*What is required*
Lines below containing the word "Write" should be copied out.
** Extracted information follows **
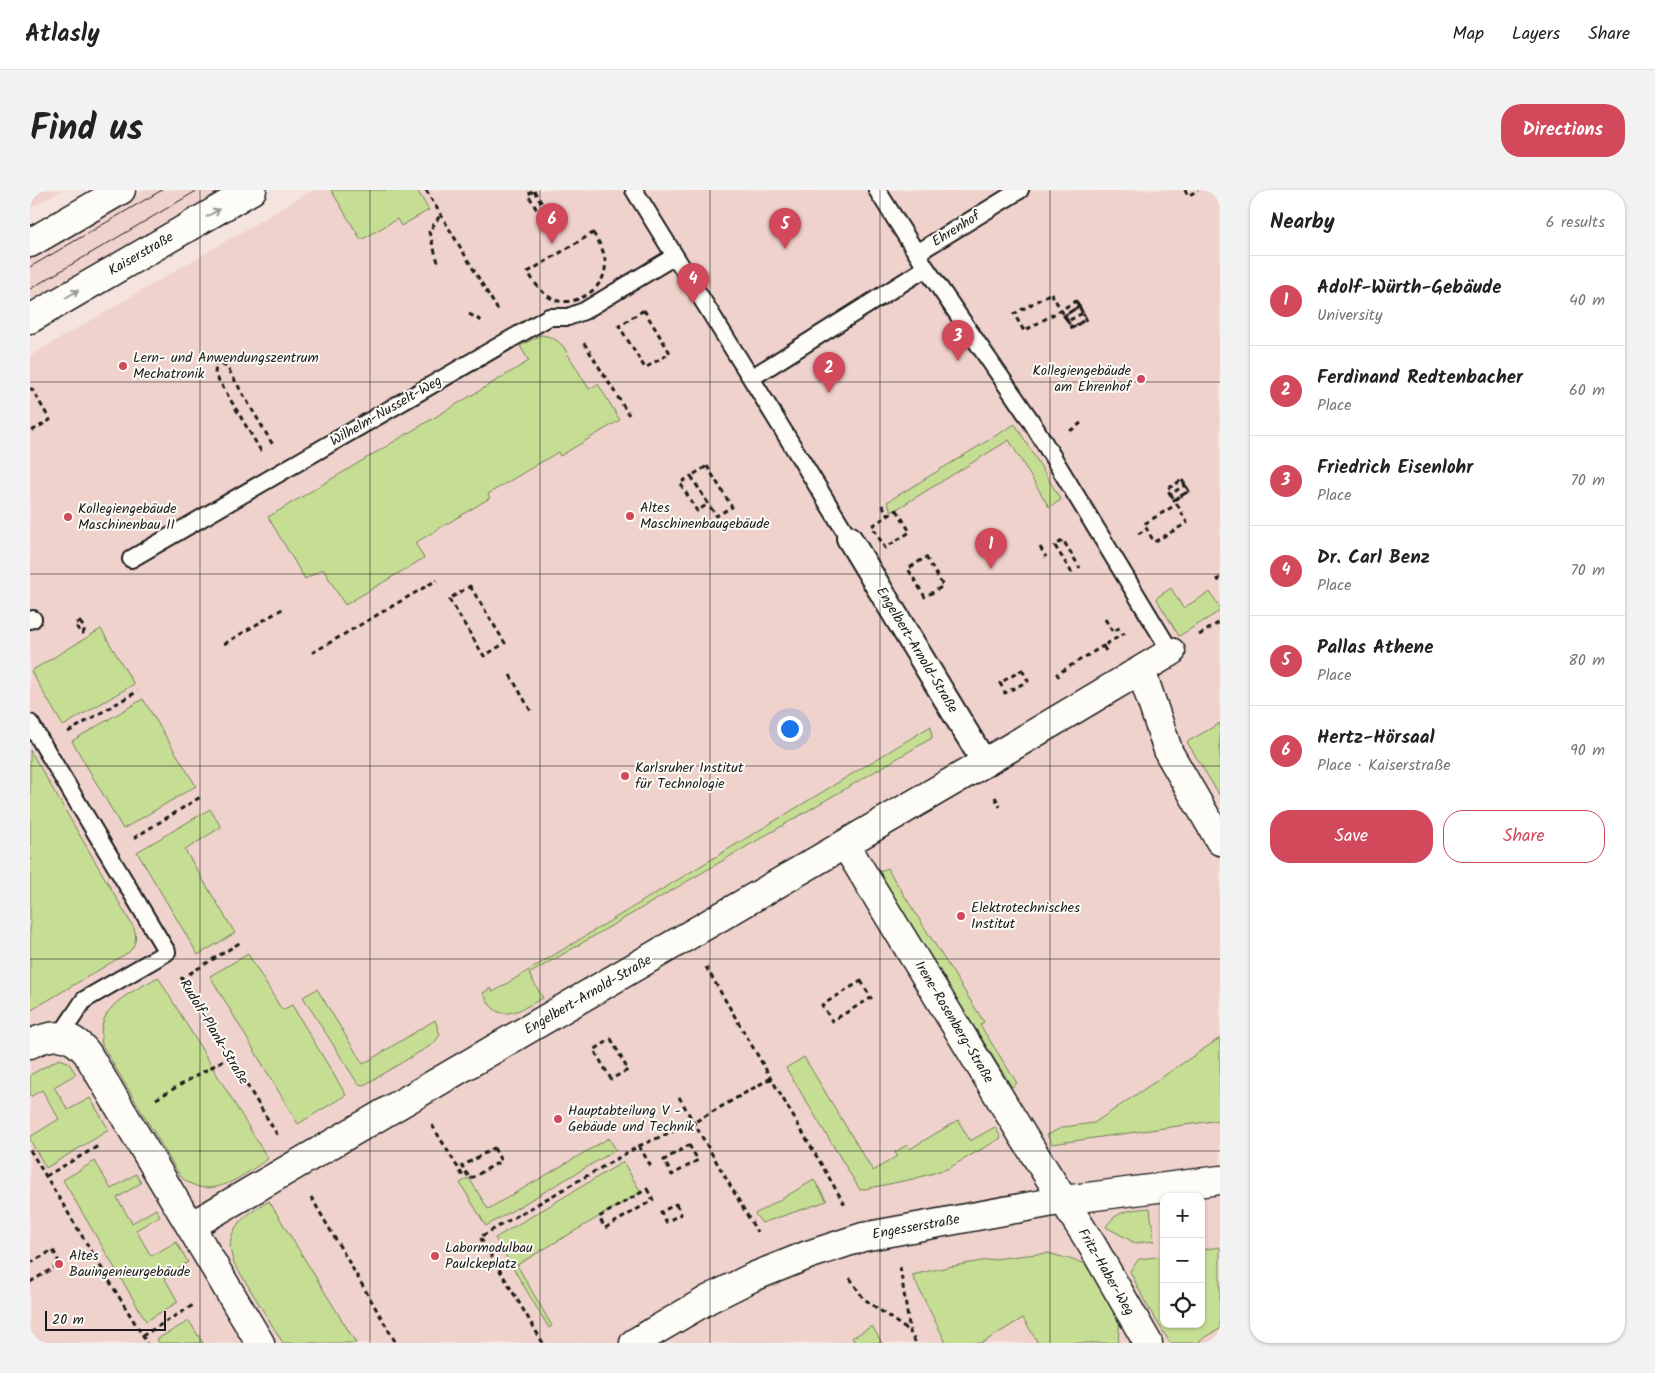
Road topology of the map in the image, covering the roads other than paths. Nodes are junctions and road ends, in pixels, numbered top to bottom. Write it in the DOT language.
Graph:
graph roads {
  1 [pos="121,190"];
  2 [pos="252,190"];
  3 [pos="634,190"];
  4 [pos="877,190"];
  5 [pos="1020,190"];
  6 [pos="30,243"];
  7 [pos="917,253"];
  8 [pos="675,256"];
  9 [pos="926,268"];
  10 [pos="30,319"];
  11 [pos="751,378"];
  12 [pos="849,538"];
  13 [pos="131,559"];
  14 [pos="1171,652"];
  15 [pos="1141,670"];
  16 [pos="30,723"];
  17 [pos="984,762"];
  18 [pos="1220,841"];
  19 [pos="845,844"];
  20 [pos="60,1036"];
  21 [pos="30,1044"];
  22 [pos="1220,1180"];
  23 [pos="1064,1200"];
  24 [pos="191,1226"];
  25 [pos="260,1343"];
  26 [pos="634,1343"];
  27 [pos="1148,1343"];
  1 -- 6 [label="street"];
  10 -- 2 [label="street, Kaiserstraße, one-way"];
  3 -- 8 [label="lane"];
  4 -- 7 [label="lane"];
  5 -- 7 [label="lane, Ehrenhof"];
  7 -- 9 [label="lane"];
  8 -- 11 [label="lane"];
  8 -- 13 [label="lane, Wilhelm-Nusselt-Weg"];
  9 -- 11 [label="lane"];
  9 -- 14 [label="lane"];
  11 -- 12 [label="lane"];
  12 -- 17 [label="street, Engelbert-Arnold-Straße"];
  14 -- 15 [label="street, Engelbert-Arnold-Straße"];
  15 -- 17 [label="street, Engelbert-Arnold-Straße"];
  15 -- 18 [label="street"];
  16 -- 20 [label="lane"];
  17 -- 19 [label="street, Engelbert-Arnold-Straße"];
  19 -- 23 [label="street, Irene-Rosenberg-Straße"];
  19 -- 24 [label="street, Engelbert-Arnold-Straße"];
  20 -- 21 [label="street"];
  20 -- 24 [label="street"];
  22 -- 23 [label="street, Engesserstraße"];
  23 -- 26 [label="street, Engesserstraße"];
  23 -- 27 [label="street, Fritz-Haber-Weg"];
  24 -- 25 [label="street"];
}
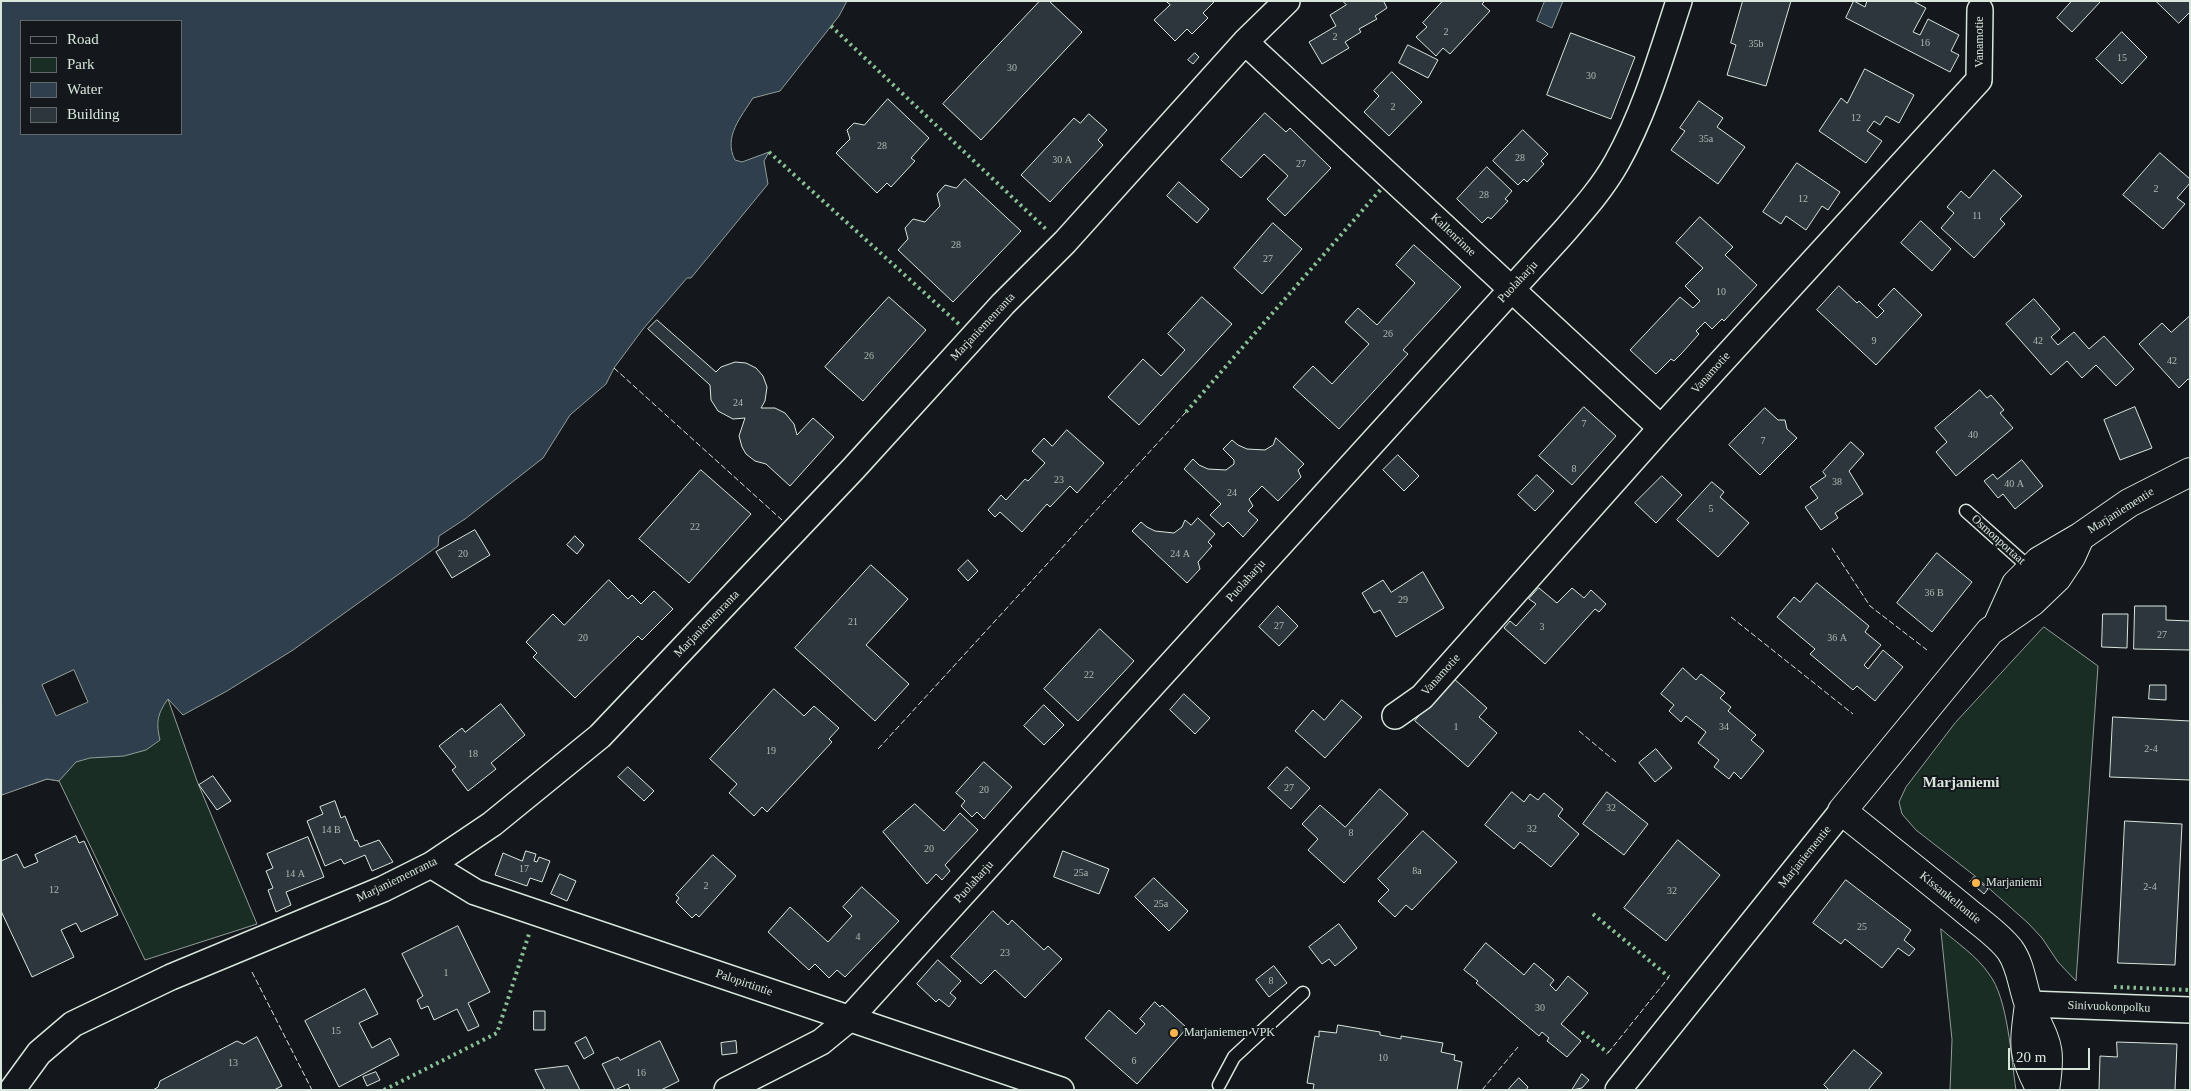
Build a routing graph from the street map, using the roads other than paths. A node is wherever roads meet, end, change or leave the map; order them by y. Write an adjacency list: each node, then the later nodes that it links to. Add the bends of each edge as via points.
** End of Extracted information **
*Answer box*
Road topology of the map in the image, covering the roads other than paths. Nodes are junctions and road ends, in pixels, numbered top to bottom. Write it in the DOT language.
Build a routing graph from the street map, using the roads other than paths. A node is wherever roads meet, end, change or leave the map; order them by y. Write an adjacency list: each node, then the later nodes that it links to. Add the bends of each edge as via points.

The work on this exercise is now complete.